Amazon unveiled three Project Kuiper terminal designs yesterday at Satellite 2023 in DC. Customers will use the antenna devices to connect users to Kuiper, Amazon’s planned LEO satellite internet network, starting in late 2024.
Terminal lineup
- Compact: The micro-terminal measures 7 inches square. The 1-lb device will be the most affordable option in the family. Despite its small stature, the device still packs a punch with an estimated 100 Mbps speed.
- Standard: Amazon is touting the medium-sized terminal as its standard model. The device is 11 inches square, weighs five lbs, and delivers speeds up to 400 Mbps.
- Jumbo: At 19 x 30 inches, the largest terminal can deliver a whopping 1 Gbps of internet speeds. Amazon designed the product with high-bandwidth government, enterprise, and telco applications in mind.
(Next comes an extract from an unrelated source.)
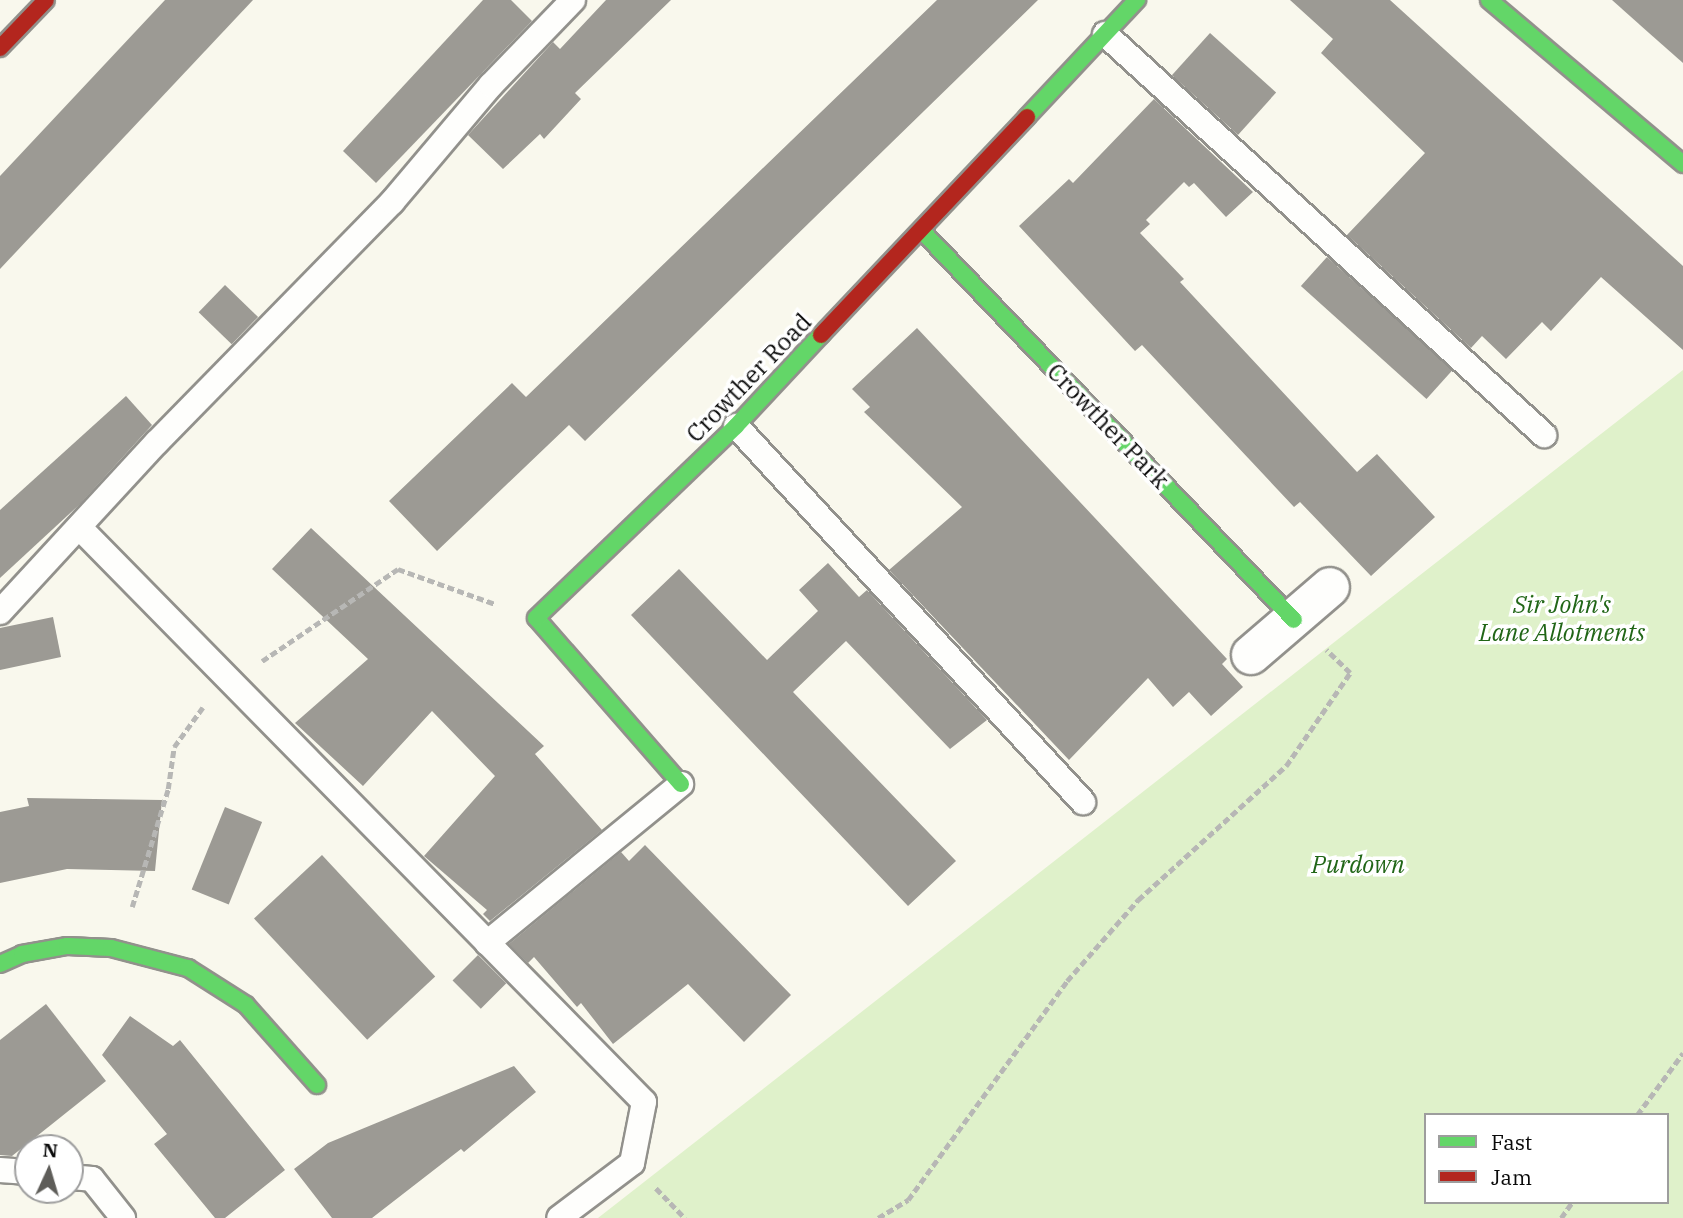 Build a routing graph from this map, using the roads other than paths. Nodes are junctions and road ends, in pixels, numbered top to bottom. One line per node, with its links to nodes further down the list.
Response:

The Kuiper terminals incorporate proprietary antenna and baseband chip technology, and the e-commerce giant says it has already driven production costs down to $400-$500 a unit. How much of that upfront cost is passed onto the consumer has yet to be revealed.
What’s next
On May 4, Amazon will launch two Project Kuiper satellite prototypes aboard the maiden ULA Vulcan flight.
- By mid-2024, the tech giant plans to begin a rapid-fire launch cadence to get its 3,236 satellite constellation into orbit.
- To deploy this monster constellation, Amazon booked 92 (!) launches with ULA, Blue Origin, and Arianespace. SpaceX, unsurprisingly, is absent from the list of Kuiper workhorses.
The internet battle heats up: Starlink has a four-year, 4,000-bird, and 1M-subscriber head start on Project Kuiper. To close the gap, Amazon is hoping that offering an array of terminal options will expand the addressable market and differentiate its product offering.